Mary Williams Engisch: Why is it important to include tracks about mental health? 

Edwin Owusu: Oftentimes, artists across all genres can be pigeonholed or compartmentalized to not just be just the artist who, also, is not a regular human who goes through things that the everyday person goes through.

But even in the journey of being an artist, that there isn't a real struggle there between what one wants to do — do you think that what you're creating is authentically you? Do you think that it is getting your point across? Do you think that it represents the art form, the genre that you're a part of? What will your peers think?
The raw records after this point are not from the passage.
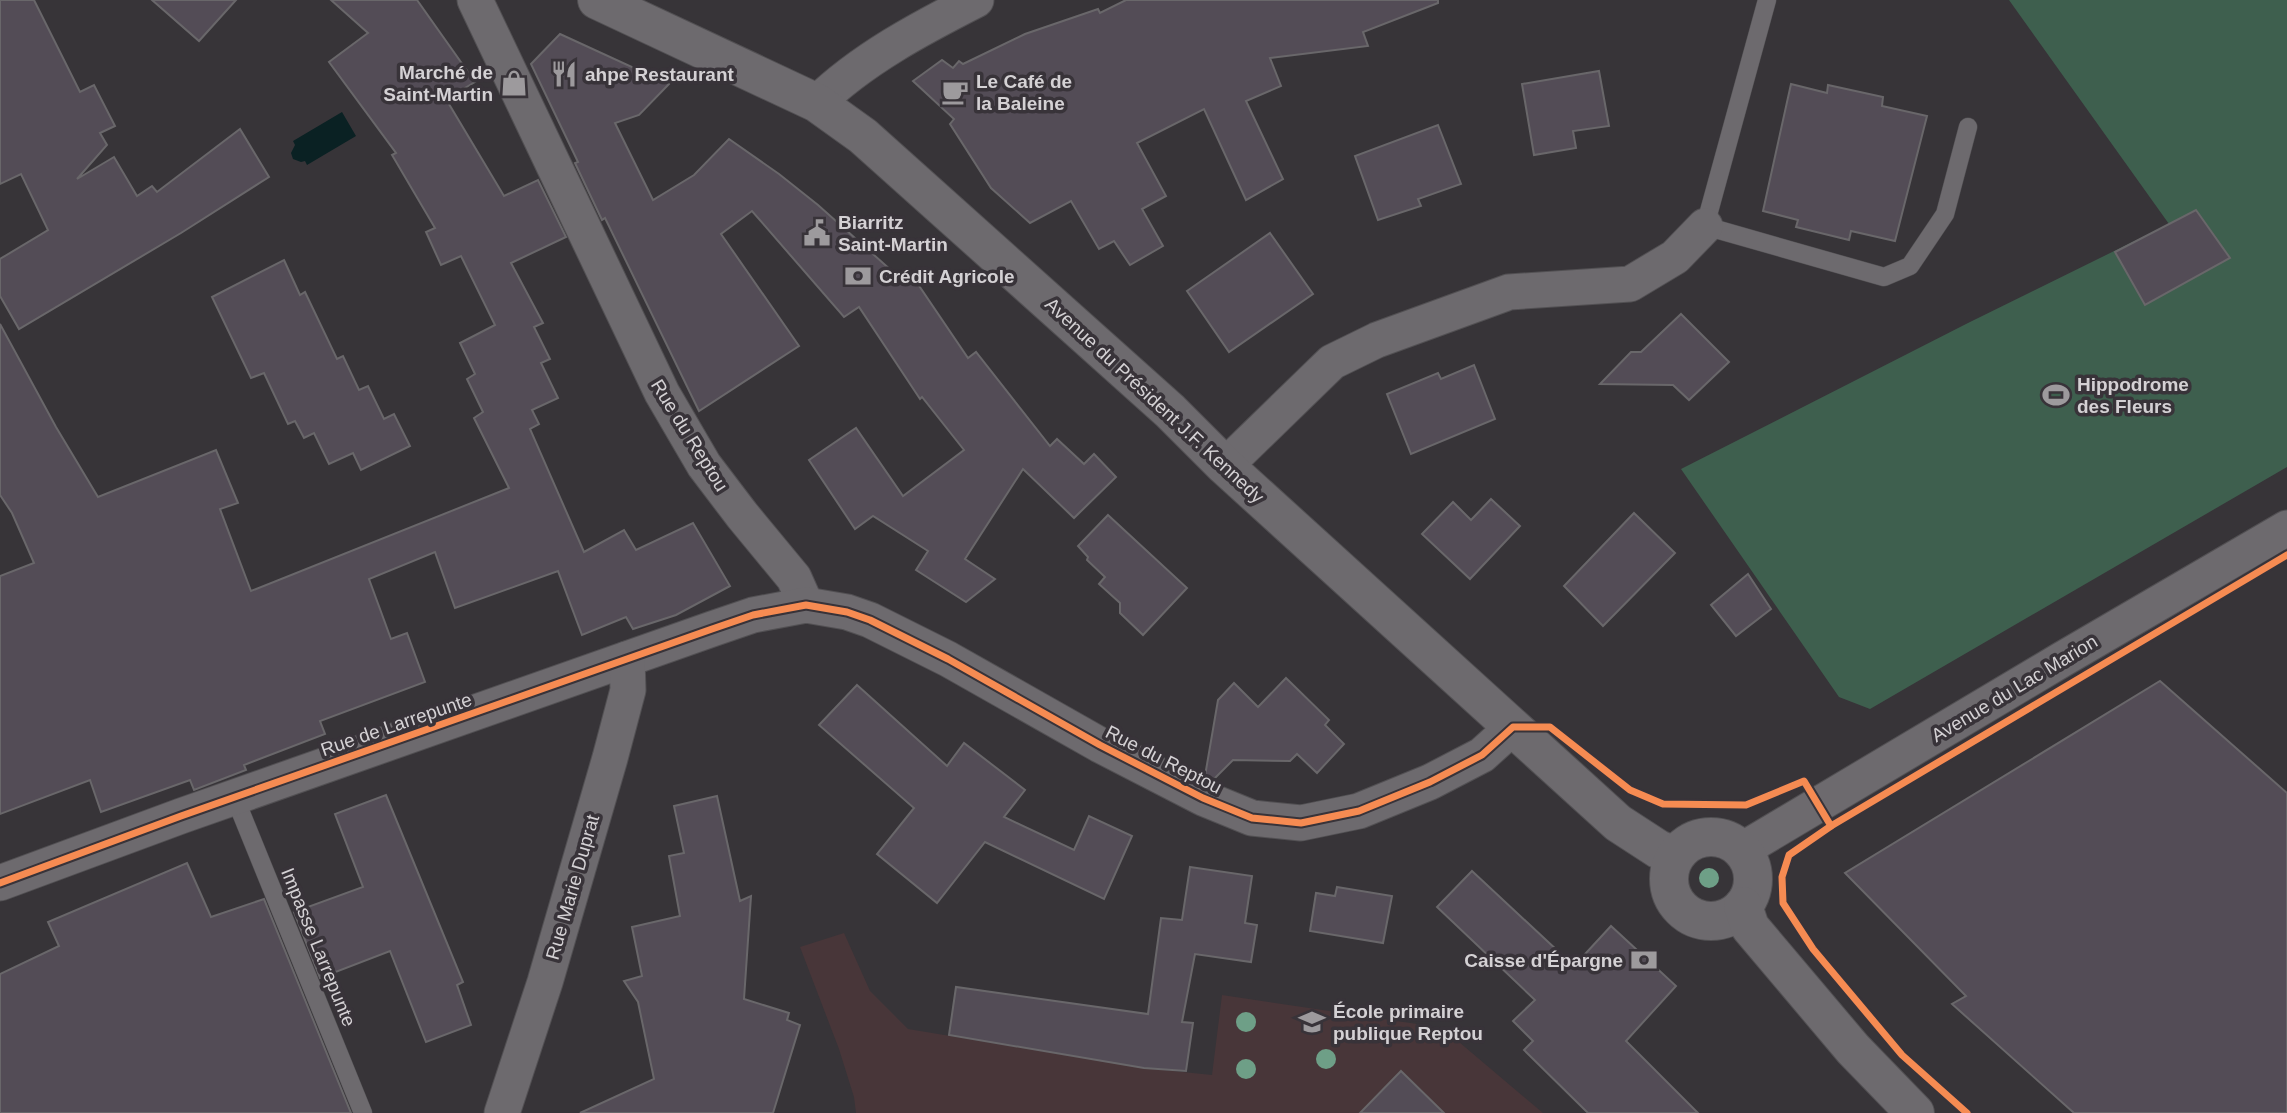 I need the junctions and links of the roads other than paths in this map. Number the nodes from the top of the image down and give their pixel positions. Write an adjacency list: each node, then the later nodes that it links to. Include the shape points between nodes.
1 (475, 0): 10 (street, Rue du Reptou, via 662,393 704,465 794,578)
2 (597, 0): 5 (street, Avenue du Président J.F. Kennedy)
3 (976, 0): 5 (street, via 852,73)
4 (1767, 0): 7 (lane)
5 (817, 103): 8 (street, Avenue du Président J.F. Kennedy, via 863,136 980,240)
6 (1968, 127): 7 (lane, via 1945,214 1910,266 1884,277)
7 (1705, 226): 8 (street, via 1675,257 1630,284 1509,292 1377,340 1332,362)
8 (1225, 466): 12 (street, Avenue du Président J.F. Kennedy)
9 (2287, 528): 14 (street, Avenue du Lac Marion)
10 (806, 605): 11 (street, Rue de Larrepunte, via 753,615); 12 (street, Rue du Reptou, via 870,620 1100,745 1252,818 1301,823 1359,811 1482,755)
11 (627, 659): 13 (street, Rue de Larrepunte); 19 (street, Rue Marie Duprat, via 628,690 610,758)
12 (1513, 727): 15 (street, Avenue du Président J.F. Kennedy, via 1618,823)
13 (235, 798): 16 (street, Rue de Larrepunte); 18 (lane, Impasse Larrepunte)
14 (1742, 850): 15 (street, via 1720,837 1707,836 1694,839); 17 (street, via 1753,878)
15 (1675, 856): 17 (street, via 1668,884 1672,897 1691,917 1719,920)
16 (0, 883)
17 (1743, 906): 20 (street, via 1750,927 1853,1049)
18 (363, 1113)
19 (502, 1113)
20 (1915, 1113)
And these are all questions that I think all creatives across a lot of genres deal with. There were real moments and times in my life where I was heavily concentrated in one, where I either felt a real deep explosion of being creative, but was stricken and in my mental health struggles, and maybe not able to create from that place. And so now, this sort of came to me as a way to do this project, what it would be about. It just seemed like, yeah, that makes total sense.

Especially for artists, struggles with mental health can be insular and can keep us withdrawn. But we're also artists who give of ourselves and allow the world in in a very vivid way. 

Especially for artists, struggles with mental health can be insular and can keep us withdrawn. But we're also artists who give of ourselves and allow the world in a very vivid way.
Edwin Owusu

Mary Williams Engisch: You're a speech and debate coach. How does your work life complement your artistic life?

Edwin Owusu: I always credit speech and debate with being the person that I am, because my relationship to Vermont is that I grew up ... and went to high school in New York where I was a part of the Urban Debate Leagues. One of the prominent folks who was coming down there at least twice every month to help us run those debate leagues and teach inner city kids research and debate skills, was a man named Alfred "Tuna" Snider, who, at the time, was the debate coach at the University of Vermont. When I graduated high school, he extended an invitation to me to come to UVM, and I did.

Speech and debate has been a part of my life since I was probably 14, and has really shaped how I think about the world, my relationship to it, my place in it and my worldview. I think that I credit speech and debate with doing a lot for me and also my evolution as an artist. I don't think that I started out having my own voice. I mimicked artists who I loved, who I love the style, who were talking about things that were close to home from where I grew up and and represented those things. Then eventually, as I developed more and grew up more, I found my voice. And speech and debate was sort of a medium to hone how I communicated that.

Mary Williams Engisch: How does Vermont itself as a place and people shape your work?

Edwin Owusu: Of the places I have been in the United States, Vermont is the place where folks are most willing to figure it out.

That is not to say they understand each other all the time, will get along all the time, or that it will even end up being resolved in a way that everybody's happy. But they are most, or most Vermonters, are willing to at least have, whatever it is, the conversation, whatever that situation demands, so that we can try to process something, so I respect that a lot about Vermont. As well as the fact that, obviously, it's beautiful, and the people have been, for the most part, are incredibly receptive to who I am. Like I said, I'm the son of immigrants, and so I have a unique perspective on sort of how folks receive you.